Polo Park Racetrack
- Interactive map of Polo Park Racetrack
- Location: Winnipeg, Manitoba Canada
- Owned by: R. James Speers
- Date opened: 1925
- Date closed: 1956
- Course type: six furlong oval track for Flat racing for Thoroughbreds
- Notable races: Manitoba Stakes (1930–1956), Manitoba Derby

= Polo Park Racetrack =

Former horse racing venue in Manitoba

The Polo Park Racetrack was a Canadian horse racing facility in Winnipeg, Manitoba. Considered one of the finest racetracks in Western Canada, it was built by Canadian Horse Racing Hall of Fame inductee R. James Speers. The six-furlong track opened in 1925 (replacing Speer's River Park Racetrack) under the charter of the Winnipeg Jockey Club and the charter of St. Vital Agricultural Society in Winnipeg, Manitoba. At the same time, James Speers founded the Prairie Thoroughbred Breeders' Association to promote a breeding industry in Western Canada. In 1930 he created the Canadian Derby, a premier race for Canadian-bred three-year-old Thoroughbreds hosted by Polo Park Racetrack until its closure in 1956.

Besides the track, the facility had stables, grandstand and clubhouse for the Manitoba Jockey Club. In the winter the racetrack constructed two large toboggan slides, which operated in each direction.

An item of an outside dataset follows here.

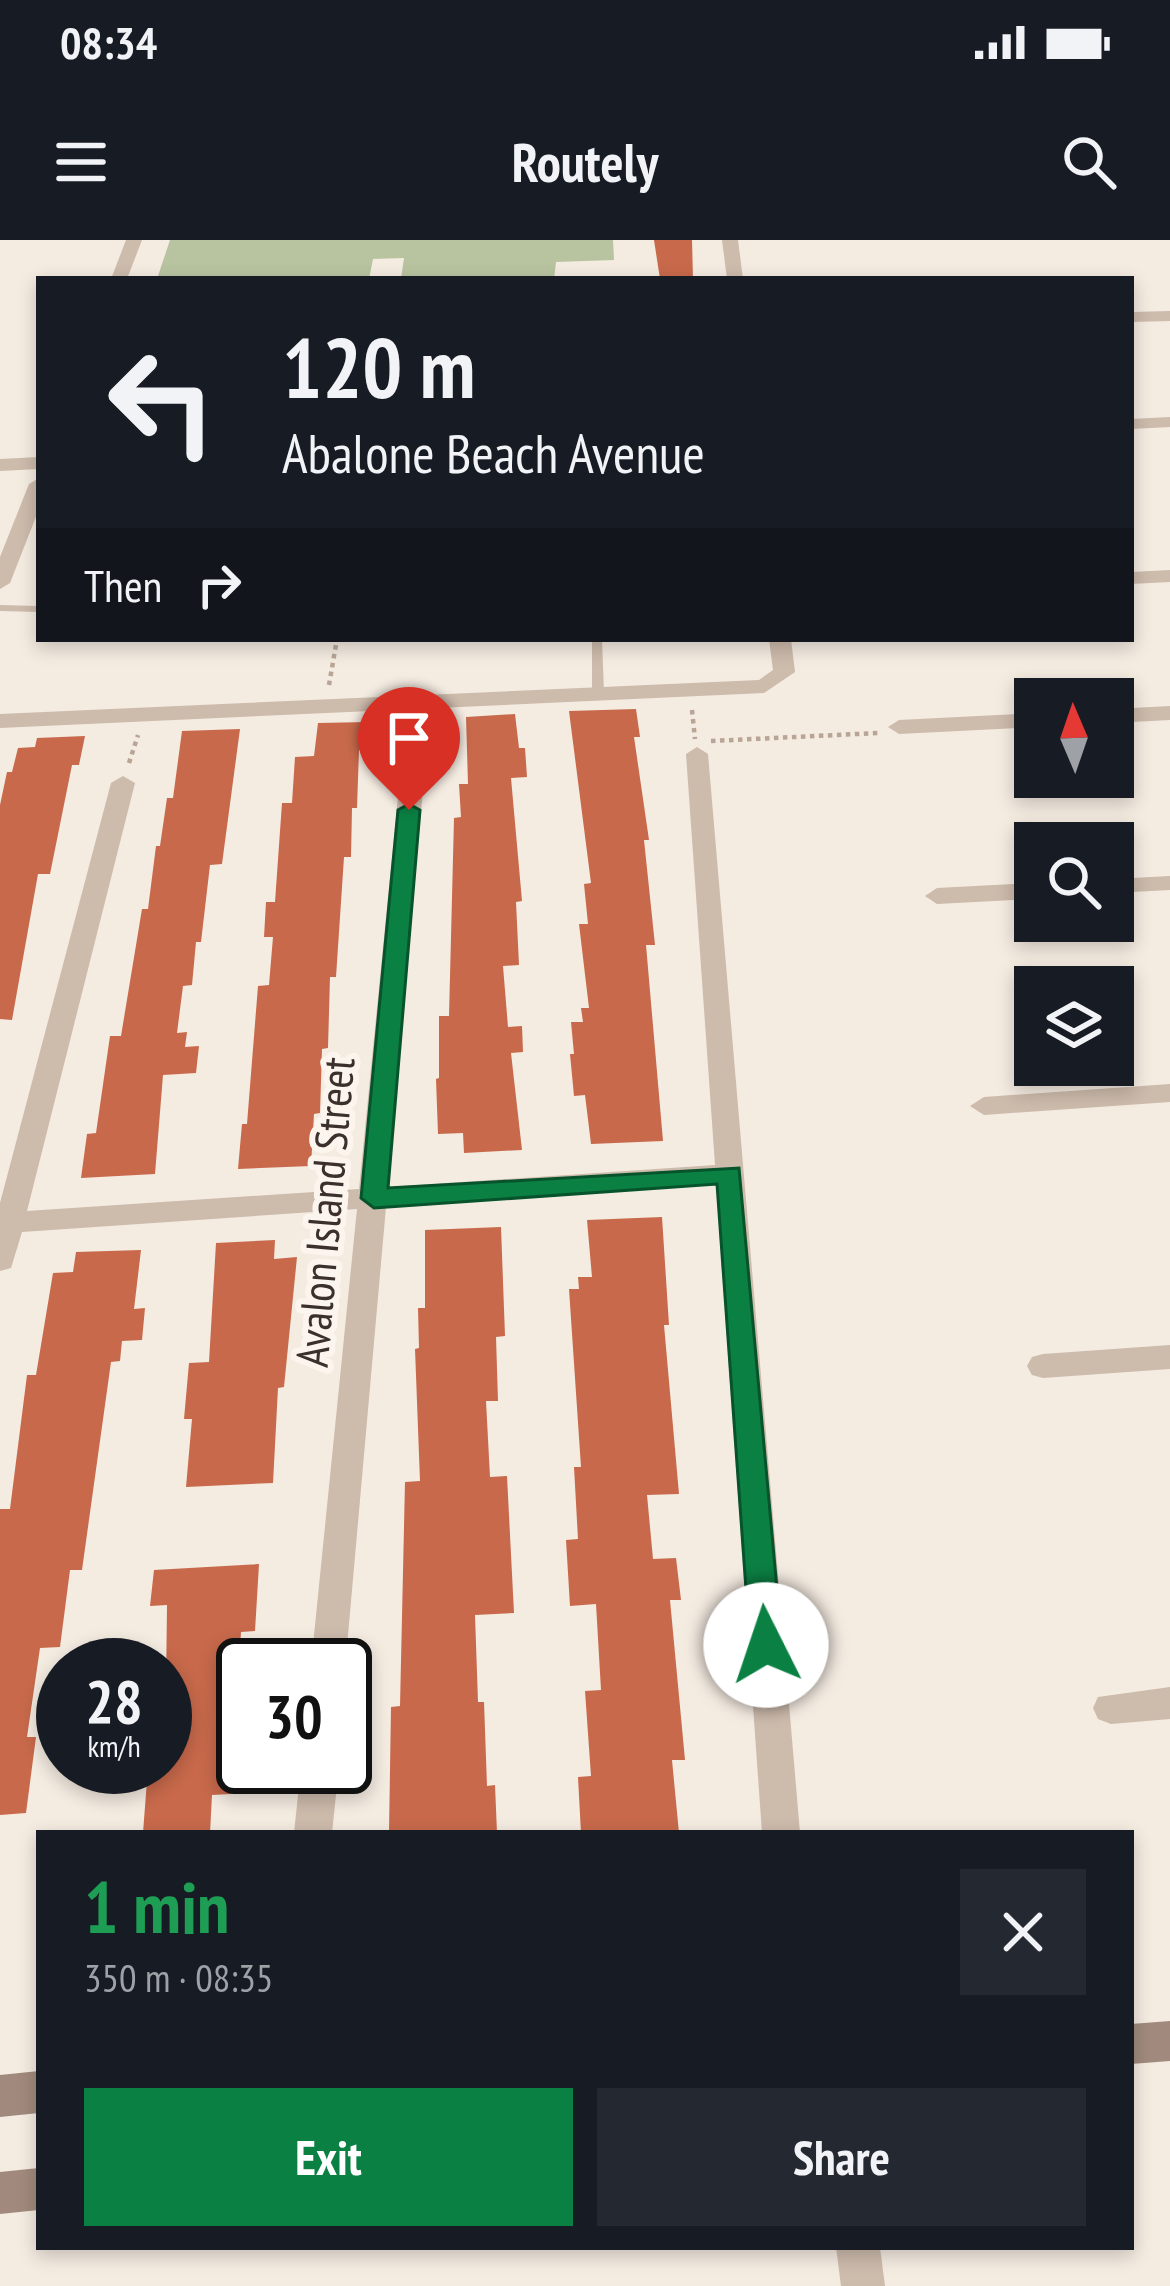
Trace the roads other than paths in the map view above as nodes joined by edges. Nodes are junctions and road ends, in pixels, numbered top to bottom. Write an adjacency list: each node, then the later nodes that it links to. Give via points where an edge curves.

James Speers acquired land to build what would become Assiniboia Downs and granted an option on the Polo Park lands to real estate developers who wished to build a shopping centre on the site. Speers died in July 1955 and Polo Park Racetrack closed at the end of the 1956 racing season. The new mall opened in 1959. Winnipeg did not have a racing meet in 1957, but Assiniboia Downs opened in June 1958 and racing continued.